Happy March!
I am turning cartwheels with enthusiasm about starting off with my latest
book project. Every month, I tell about what is going on in my life as an
illustrator, I call it my hedge-a-gram, and this month is unique because I'm
underway with THE TURNIP.
My contact with my publisher is for a children's book every year, this
yearly work cycle is really ingrained in my mind, since this is my 36th book.
What I really would like to express is how powerful and confirming a creative
project can be. There always hurdles, and it is easy to be impatient, but the
rewards are like nothing else. Please give it a try. I've always struggled
with the irony that my most satisfying way to tell a story is with drawings not
with words. For me words tap into another world where a story carries you, and
I wish I was an inspired writer. I've always been incredulous when after
reading a work of fiction, I feel I've been in some of the places described, and
that the characters are alive somewhere. I don't feel the magic when I am
writing as much as when I'm drawing, I wish I could.

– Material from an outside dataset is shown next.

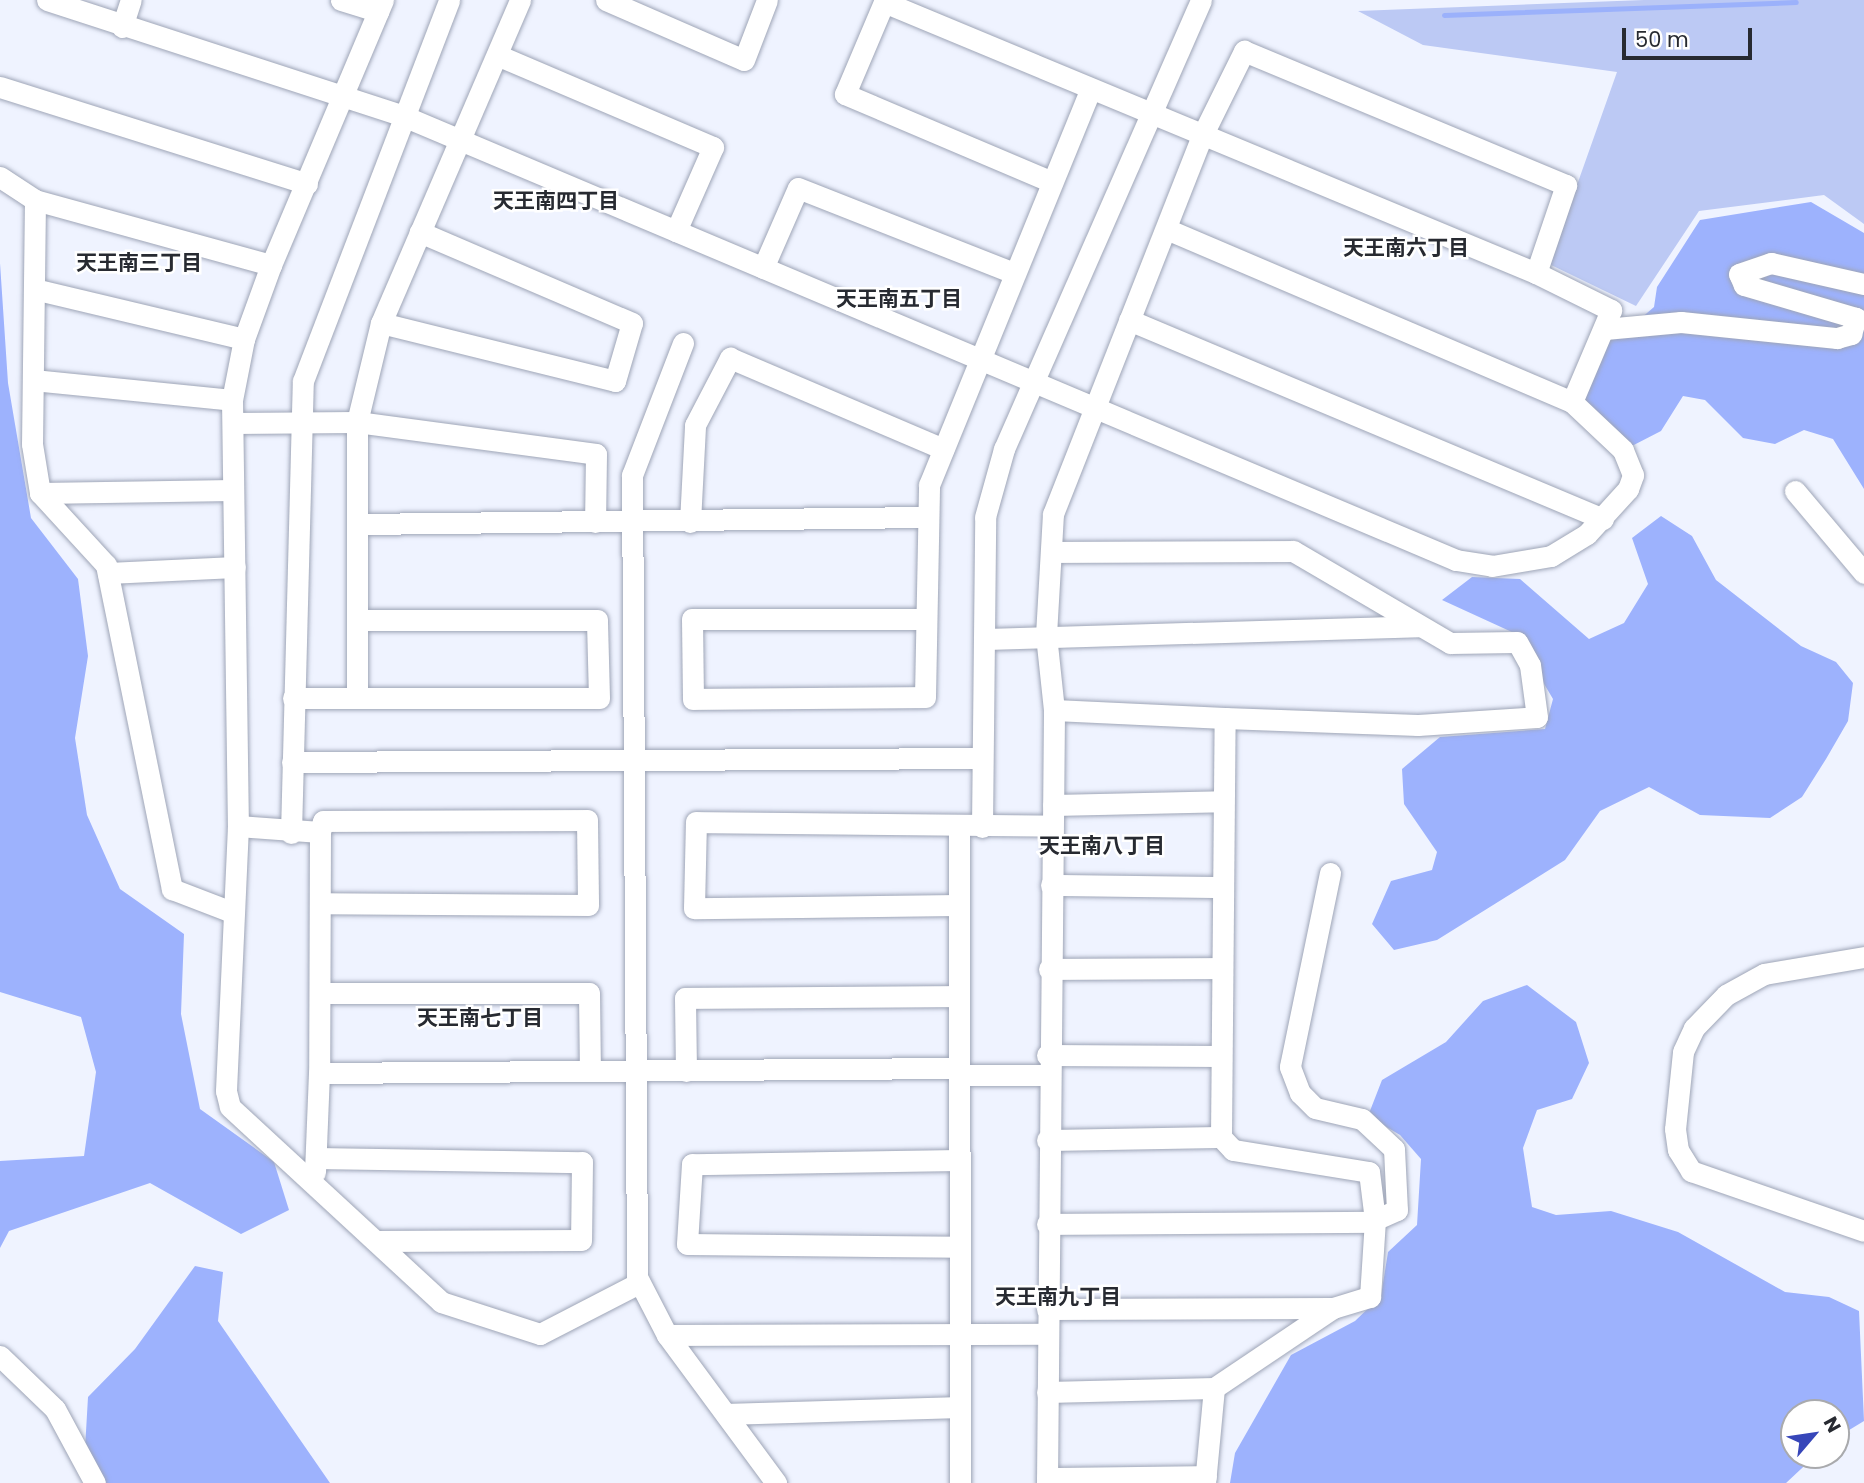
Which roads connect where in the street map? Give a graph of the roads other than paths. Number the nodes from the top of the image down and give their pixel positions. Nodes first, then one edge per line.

It doesn?t matter how you are creative, but that you use your imagination
in some medium. It may be that with all the knowledge children are learning in
school in order to do well in tests, it will be up to the parents and friends to
encourage kids to write fiction and draw and paint. My sister, who was taught
for as long as I've written books, says in 2014 children are still bursting with
creative ideas. I don't doubt her. Sometimes a big success for a child, say
actually writing a small book or creating a poster can resonate later and lead
to more and more creative projects. I remember in high school I illustrated
GREY?S ELEGY IN A COUNTRY CHURCH YARD for a favorite English teacher. I hope
there will be time for this in the classroom, but if not it?s good to carve out
some time at home.
I was once given a beautiful, simple carved wooden toy from Russia of three
people and a bear pulling a turnip out of the ground. I thought it was charming
and I remembered the story it went with, THE TURNIP. The premise, of finding a
giant vegetable really tickles my fancy. I have an acquaintance who grows giant
pumpkins, over 900 pounds, and I've been to the pumpkin patch. "It could
happen", I said to myself.
When I traveled to St. Petersburg, Russia, 2 years ago to do the research
for CINDERS, I had in my mind that I would like to retell and illustrate THE
TURNIP in a few years. Although we passed through farmland on the way to
Novgorod, I didn't see any small farms like we have in New England. Instead I
relied on the Russian Museum of Ethnography and their vast collection of books
about life in the olden days. The clothing and buildings in the old villages
were very artistic and colorful. The printed cloth fabrics of the garments were
lovely and each one, with its trim and embroidery seemed a work of art. I knew
I would be very happy to paint the combinations of color and design, especially
when a turnip would be the central image, purple and yellow.
My Russian family in the book are European Badgers. They are rolley,
comical, strikingly colored animals that cry out for a story behind their
mischievous expressions. From what I've heard and seen on the Internet, they
are naturally playful and social. The other main character is the Russian
bear. In my story she's a mom with her hands full getting her cubs into their
den to go to sleep for the winter. Unbeknownst to the badger and friends who
are trying to pull the turnip up, beneath them underground, the turnip has grown
into the space that would be the bear's bedroom. When mother bear gets fed up,
and gives the turnip the one two... The animals topside are in for a big
surprise.
I've taken quite a few folk tales and given them a new twist in past
books. My husband, Joe, who is a classical musician, often plays works that are
theme and variations, or reworking of an older piece of music by a master. My
favorite is Brahm?s Variations on a theme by Haydn. I think I feel happy using
this device in my picture books because my grandfather, William Thaxter was a
great storyteller. Every time he told a story he embellished it in a slightly
different way. We children loved listening, and even if we knew the end from
before, we reveled in the telling. For me, that's something to aspire to.